## What you have to do
Copy the entries below exactly. Images do not belong in the copy.

## Data
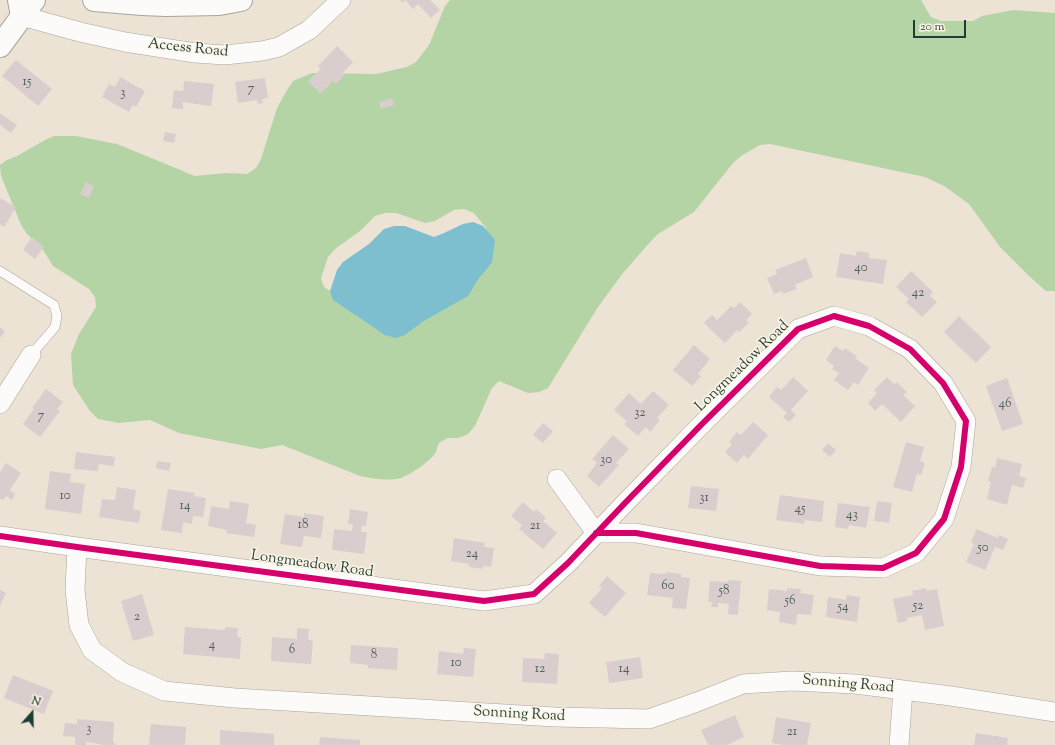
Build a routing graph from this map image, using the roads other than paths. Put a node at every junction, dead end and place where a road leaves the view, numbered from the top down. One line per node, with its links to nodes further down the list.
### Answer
1 (94, 0): 4 (highway)
2 (241, 0): 4 (highway)
3 (341, 0): 5 (street, Access Road)
4 (213, 2)
5 (25, 5): 6 (highway)
6 (1, 41)
7 (0, 272): 8 (lane)
8 (31, 355): 9 (street)
9 (0, 404)
10 (557, 480): 11 (street)
11 (596, 533): 11 (street, Longmeadow Road); 13 (street, Longmeadow Road)
12 (0, 536): 13 (street, Longmeadow Road)
13 (76, 547): 14 (street, Sonning Road)
14 (903, 690): 15 (street, Sonning Road); 16 (street)
15 (1055, 712)
16 (899, 745)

## Solution to this problem
Build a routing graph from this map image, using the roads other than paths. Put a node at every junction, dead end and place where a road leaves the view, numbered from the top down. One line per node, with its links to nodes further down the list.
### Answer
1 (94, 0): 4 (highway)
2 (241, 0): 4 (highway)
3 (341, 0): 5 (street, Access Road)
4 (213, 2)
5 (25, 5): 6 (highway)
6 (1, 41)
7 (0, 272): 8 (lane)
8 (31, 355): 9 (street)
9 (0, 404)
10 (557, 480): 11 (street)
11 (596, 533): 11 (street, Longmeadow Road); 13 (street, Longmeadow Road)
12 (0, 536): 13 (street, Longmeadow Road)
13 (76, 547): 14 (street, Sonning Road)
14 (903, 690): 15 (street, Sonning Road); 16 (street)
15 (1055, 712)
16 (899, 745)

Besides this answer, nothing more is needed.